20. Have your product URL copied and ready — you'll use it everywhere. This sounds obvious but gets skipped. Copy your product page URL right now. Save it in a notes file. You'll paste it in Reddit comments, your email, your Pinterest pin, your LinkedIn post, your bio links. Having it immediately accessible removes a small friction that turns into real delays on launch day.


Phase 5 — After Launch (Items 21–25)

The work doesn't stop when you hit publish. These five items tell you what to watch and how to respond.

21. Monitor your analytics for the first 48 hours — check views and checkout starts. Most platforms show you product views (how many people landed on your page) and checkout starts (how many clicked buy). Both numbers matter. Views tell you if your distribution is working. Checkout starts tell you if the page is compelling. Watch both for the first two days.

22. If you get zero sales after 50 product views, rewrite the headline — not the price. Zero sales with decent traffic almost always means the page isn't convincing, not that the price is wrong. Before you drop your price in a panic, go back to your headline. Does it clearly communicate the outcome? Is there a sharper, more specific version? Test a new headline for the next 50 visitors before changing anything else.

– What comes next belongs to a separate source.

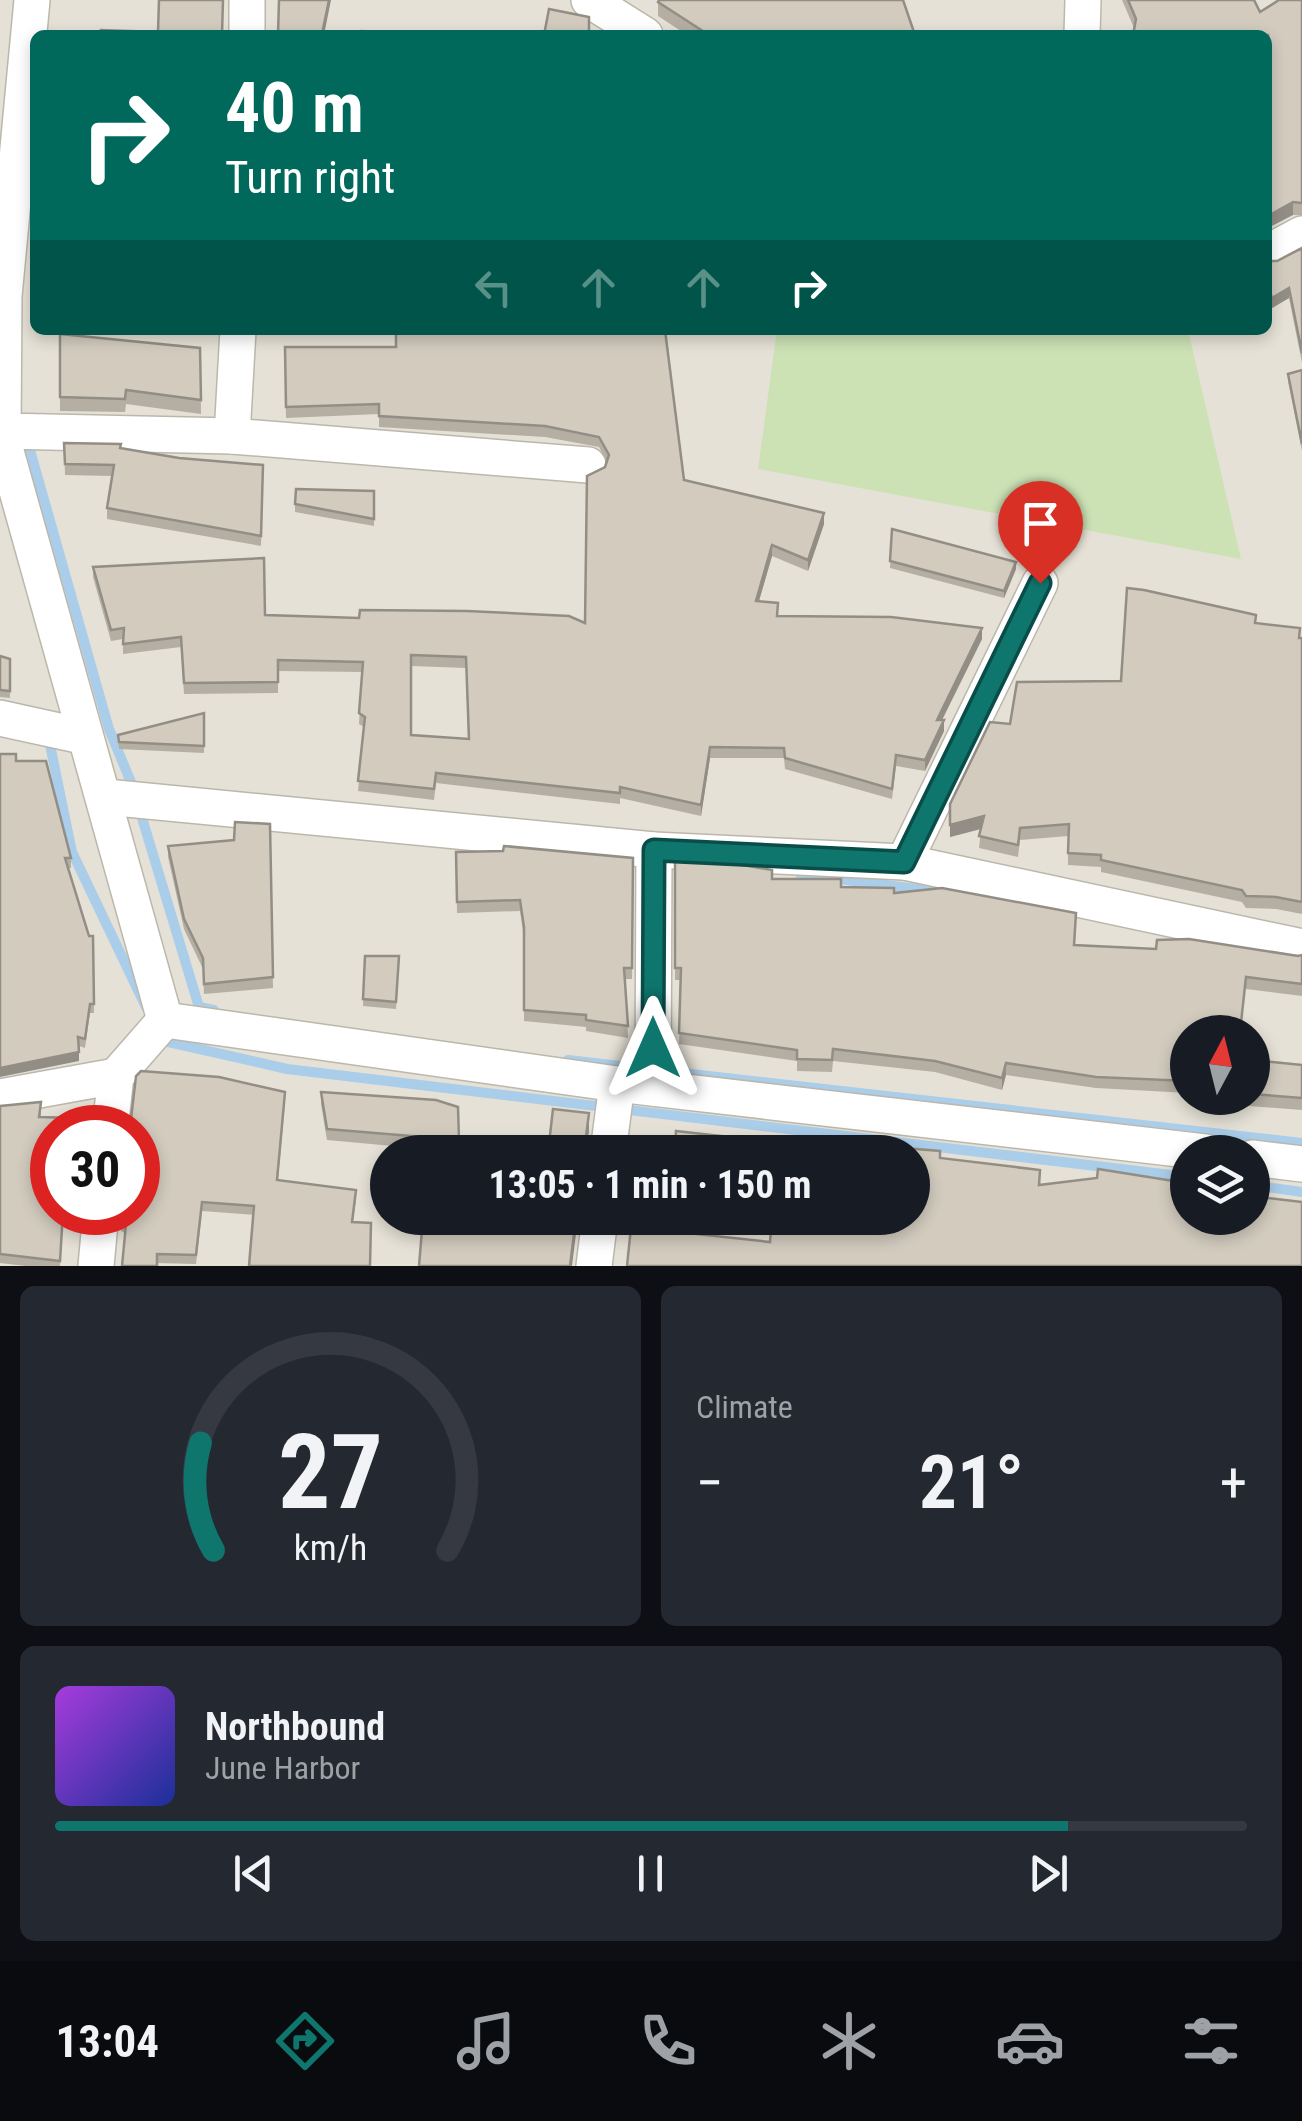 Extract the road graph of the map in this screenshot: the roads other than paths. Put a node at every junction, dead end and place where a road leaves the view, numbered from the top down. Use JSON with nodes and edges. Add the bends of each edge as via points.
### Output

23. If you get zero views after 48 hours, the problem is distribution — go back there. A traffic problem needs a traffic solution. Check where your launch posts went — did the Reddit posts get removed? Did the email land in spam? Is your product page indexed yet? The page might be perfect and nobody has seen it yet. More distribution, not more optimization.

24. Ask your first 3 buyers for feedback — even a sentence is valuable. Email them directly. "Hey, just wanted to check in — what was most useful about the ebook? Anything you wished was covered?" One sentence of honest feedback is worth more than any marketing data. It tells you what's actually resonating and what to include in the next version (or the next ebook).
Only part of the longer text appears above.